In general, we work with sites that have at least hundreds of pages on the same template and at least 30,000 organic sessions per month to the group of pages you want to test on. This does not include traffic to one-off pages such as your homepage.

Is it possible to test if you have less traffic? We’ve got some customers that test on sections of their site that only get a couple of thousand sessions per month, but the changes in traffic need to be much higher to be able to reach statistical significance.

The more traffic and more pages you have, the easier it will be to reach statistical significance and the smaller the detectable effect can be.

Although not an exhaustive list, some example types of sites that are good for testing are:

  • Travel
  • E-commerce
  • Sites with lots of local pages
  • Retail
  • Recruitment
  • Real estate
  • Publishers
  • Listings websites (eBay, Craigslist, events)

How to design an SEO A/B test

There are five parts to designing an SEO test:

  1. Selecting a group of pages to test on
  2. Creating a hypothesis
  3. Bucketing pages into control and variants
  4. Making the change
  5. Measuring the results

I’m going to walk you through each step.

Selecting what pages to test on

The first thing you need to do is find a group of pages on the same template.
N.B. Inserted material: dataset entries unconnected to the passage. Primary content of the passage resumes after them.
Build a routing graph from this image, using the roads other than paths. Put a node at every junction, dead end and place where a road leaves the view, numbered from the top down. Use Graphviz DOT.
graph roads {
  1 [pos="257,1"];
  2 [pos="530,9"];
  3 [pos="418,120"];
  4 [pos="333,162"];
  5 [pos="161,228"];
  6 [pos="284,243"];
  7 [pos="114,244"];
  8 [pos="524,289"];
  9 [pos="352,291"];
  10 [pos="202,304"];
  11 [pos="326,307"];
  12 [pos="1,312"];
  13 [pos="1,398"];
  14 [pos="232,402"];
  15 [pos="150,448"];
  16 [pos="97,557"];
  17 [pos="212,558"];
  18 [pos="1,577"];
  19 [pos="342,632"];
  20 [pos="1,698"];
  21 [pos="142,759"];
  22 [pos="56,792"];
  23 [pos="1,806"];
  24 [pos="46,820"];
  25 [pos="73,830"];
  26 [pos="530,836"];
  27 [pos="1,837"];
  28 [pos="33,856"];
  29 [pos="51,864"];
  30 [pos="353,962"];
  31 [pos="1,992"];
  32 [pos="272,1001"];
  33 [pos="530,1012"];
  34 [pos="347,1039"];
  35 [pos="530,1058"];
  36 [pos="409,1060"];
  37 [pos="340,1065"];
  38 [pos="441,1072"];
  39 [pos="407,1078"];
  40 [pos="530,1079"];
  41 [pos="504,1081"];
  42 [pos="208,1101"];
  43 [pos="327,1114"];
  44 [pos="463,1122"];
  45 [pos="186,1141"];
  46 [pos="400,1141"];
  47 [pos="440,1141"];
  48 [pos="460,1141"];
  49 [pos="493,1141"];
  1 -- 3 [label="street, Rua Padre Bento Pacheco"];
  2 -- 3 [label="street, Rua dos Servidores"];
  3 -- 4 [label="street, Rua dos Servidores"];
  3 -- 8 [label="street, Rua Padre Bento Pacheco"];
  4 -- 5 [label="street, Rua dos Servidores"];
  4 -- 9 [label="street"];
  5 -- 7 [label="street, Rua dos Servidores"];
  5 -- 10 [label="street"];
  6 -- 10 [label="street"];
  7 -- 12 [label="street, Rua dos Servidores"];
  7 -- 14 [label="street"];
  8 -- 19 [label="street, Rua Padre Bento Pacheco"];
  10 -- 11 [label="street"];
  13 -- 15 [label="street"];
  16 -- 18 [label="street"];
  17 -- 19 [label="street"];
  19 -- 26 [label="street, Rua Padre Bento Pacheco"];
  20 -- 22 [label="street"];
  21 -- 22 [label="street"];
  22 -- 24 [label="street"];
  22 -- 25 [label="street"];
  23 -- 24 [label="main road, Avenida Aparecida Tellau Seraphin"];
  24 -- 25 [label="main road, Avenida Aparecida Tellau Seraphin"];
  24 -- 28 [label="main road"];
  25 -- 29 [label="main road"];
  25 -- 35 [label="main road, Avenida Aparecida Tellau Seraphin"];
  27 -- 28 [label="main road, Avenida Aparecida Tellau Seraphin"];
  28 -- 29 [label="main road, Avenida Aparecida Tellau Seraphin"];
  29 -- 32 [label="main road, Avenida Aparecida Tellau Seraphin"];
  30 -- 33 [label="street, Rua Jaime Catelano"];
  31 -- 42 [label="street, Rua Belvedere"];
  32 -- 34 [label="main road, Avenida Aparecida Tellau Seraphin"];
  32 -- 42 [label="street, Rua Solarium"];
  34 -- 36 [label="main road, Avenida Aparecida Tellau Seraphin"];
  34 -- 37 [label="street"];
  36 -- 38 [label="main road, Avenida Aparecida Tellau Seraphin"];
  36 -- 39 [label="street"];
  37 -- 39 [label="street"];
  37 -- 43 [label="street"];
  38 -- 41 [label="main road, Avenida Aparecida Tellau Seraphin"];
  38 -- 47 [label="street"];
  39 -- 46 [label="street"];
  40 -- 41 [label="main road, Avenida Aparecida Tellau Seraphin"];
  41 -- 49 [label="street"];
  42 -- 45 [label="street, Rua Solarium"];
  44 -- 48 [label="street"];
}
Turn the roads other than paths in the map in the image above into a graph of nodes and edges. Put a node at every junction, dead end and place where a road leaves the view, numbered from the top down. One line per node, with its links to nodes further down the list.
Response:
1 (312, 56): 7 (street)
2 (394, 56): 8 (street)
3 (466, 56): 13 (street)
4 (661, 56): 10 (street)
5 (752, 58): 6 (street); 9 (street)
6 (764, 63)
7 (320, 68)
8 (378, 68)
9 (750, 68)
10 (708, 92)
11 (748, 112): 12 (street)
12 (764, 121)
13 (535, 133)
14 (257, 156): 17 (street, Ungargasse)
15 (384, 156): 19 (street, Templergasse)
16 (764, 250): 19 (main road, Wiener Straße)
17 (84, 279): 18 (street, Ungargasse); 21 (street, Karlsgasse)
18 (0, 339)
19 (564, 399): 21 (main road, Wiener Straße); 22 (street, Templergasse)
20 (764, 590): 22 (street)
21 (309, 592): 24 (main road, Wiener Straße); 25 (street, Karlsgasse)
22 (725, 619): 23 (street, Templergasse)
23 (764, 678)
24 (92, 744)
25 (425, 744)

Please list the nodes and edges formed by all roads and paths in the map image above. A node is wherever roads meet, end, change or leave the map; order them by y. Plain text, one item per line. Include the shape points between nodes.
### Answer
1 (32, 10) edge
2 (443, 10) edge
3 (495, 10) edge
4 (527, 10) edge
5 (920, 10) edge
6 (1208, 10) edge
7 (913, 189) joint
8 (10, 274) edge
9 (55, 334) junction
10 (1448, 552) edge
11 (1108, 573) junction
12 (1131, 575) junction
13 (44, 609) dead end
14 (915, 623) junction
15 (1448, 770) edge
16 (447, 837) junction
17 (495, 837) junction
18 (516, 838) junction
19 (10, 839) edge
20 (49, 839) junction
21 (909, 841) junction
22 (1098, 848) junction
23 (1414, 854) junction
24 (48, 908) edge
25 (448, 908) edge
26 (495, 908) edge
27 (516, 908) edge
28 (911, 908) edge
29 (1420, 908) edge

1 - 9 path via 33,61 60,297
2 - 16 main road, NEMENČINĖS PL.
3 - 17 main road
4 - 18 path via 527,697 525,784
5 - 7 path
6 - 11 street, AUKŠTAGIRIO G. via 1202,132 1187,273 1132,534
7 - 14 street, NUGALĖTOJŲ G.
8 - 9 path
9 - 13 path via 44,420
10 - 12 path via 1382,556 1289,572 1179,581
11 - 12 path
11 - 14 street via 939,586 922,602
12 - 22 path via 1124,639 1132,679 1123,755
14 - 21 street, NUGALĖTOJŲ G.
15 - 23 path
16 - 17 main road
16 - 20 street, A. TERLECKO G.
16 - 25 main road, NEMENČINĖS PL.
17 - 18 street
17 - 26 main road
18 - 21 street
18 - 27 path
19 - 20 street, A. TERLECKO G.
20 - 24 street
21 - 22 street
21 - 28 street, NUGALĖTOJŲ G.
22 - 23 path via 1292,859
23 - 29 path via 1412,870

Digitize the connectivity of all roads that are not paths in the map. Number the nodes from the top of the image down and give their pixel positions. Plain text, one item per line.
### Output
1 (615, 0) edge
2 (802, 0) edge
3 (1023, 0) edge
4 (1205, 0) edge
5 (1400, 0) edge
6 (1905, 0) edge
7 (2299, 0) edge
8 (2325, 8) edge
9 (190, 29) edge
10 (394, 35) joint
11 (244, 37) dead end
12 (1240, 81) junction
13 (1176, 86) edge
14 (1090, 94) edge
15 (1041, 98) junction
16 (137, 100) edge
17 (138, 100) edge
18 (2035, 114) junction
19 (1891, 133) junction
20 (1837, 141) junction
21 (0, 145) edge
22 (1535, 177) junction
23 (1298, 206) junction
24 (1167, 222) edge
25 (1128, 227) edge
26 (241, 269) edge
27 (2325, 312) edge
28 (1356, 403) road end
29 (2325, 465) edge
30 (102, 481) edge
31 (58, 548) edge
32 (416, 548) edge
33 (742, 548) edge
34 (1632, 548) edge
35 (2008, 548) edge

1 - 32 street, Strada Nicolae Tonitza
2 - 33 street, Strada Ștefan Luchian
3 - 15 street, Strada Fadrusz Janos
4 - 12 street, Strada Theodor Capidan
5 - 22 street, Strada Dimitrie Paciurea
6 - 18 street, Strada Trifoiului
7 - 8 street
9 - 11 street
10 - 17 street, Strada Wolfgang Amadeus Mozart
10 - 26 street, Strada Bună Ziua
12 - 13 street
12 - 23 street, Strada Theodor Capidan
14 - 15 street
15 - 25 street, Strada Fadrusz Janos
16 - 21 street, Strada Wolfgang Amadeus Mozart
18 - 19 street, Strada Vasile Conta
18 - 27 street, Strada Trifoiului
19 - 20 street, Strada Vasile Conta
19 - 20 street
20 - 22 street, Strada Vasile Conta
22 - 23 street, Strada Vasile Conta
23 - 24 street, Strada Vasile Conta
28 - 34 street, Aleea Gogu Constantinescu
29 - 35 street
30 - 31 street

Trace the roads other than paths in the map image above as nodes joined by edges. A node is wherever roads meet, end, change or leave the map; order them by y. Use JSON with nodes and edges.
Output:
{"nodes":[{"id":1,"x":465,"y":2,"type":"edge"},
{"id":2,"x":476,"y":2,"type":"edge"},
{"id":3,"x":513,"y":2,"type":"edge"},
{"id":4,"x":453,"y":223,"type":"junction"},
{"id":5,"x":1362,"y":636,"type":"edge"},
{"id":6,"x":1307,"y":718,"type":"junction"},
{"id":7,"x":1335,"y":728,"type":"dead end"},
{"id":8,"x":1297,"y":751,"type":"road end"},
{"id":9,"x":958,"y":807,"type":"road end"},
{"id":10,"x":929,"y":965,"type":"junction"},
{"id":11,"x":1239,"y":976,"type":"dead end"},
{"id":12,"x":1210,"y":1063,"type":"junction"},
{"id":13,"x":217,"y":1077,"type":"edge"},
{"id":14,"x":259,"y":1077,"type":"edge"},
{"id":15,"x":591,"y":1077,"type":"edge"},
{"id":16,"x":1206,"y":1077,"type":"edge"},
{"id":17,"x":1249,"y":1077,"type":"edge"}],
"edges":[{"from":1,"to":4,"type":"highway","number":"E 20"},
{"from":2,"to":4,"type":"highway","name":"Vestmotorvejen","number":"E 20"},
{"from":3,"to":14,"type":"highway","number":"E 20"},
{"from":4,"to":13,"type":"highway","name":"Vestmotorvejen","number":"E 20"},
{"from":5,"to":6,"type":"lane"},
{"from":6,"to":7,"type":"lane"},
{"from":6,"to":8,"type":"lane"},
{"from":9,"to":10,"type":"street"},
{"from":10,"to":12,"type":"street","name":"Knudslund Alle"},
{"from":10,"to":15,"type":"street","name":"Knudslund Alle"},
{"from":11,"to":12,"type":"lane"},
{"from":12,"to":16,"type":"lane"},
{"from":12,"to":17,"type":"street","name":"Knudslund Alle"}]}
For instance, on an ecommerce website, you could select a group of category pages or product pages; on a travel site, you could use destination pages or flights pages. See the example travel site below.

In reality, it’s unlikely that we would ever run a test on only six pages, but the principles are the same whether there are six, 600 or 6 million pages. Keeping it simple will make it easier to explain everything, especially when we get to the test analysis section.

Creating a hypothesis for your experiment

Although there are many differences between SEO testing and user testing (we’ll get onto that later), one common thing they both have is it’s essential to start with a solid hypothesis before you begin.

I like to use this hypothesis framework from Conversion.com. You can see how I’ve applied the framework to the flight’s page template below as an example.

We know that: Google gives different levels of importance to content depending on its position on the page.

We believe that: Moving the content higher in the page will increase the importance of that text and therefore the relevancy of the page for our target keywords.

We’ll know by testing: Pages with content lower on the page compared to pages with the content higher on the page and observing organic traffic to each group of pages and measuring the difference in organic traffic.

Selecting control and variant pages (bucketing)

Once you know what you want to test, you next have to decide which pages will be control pages and which will be variants.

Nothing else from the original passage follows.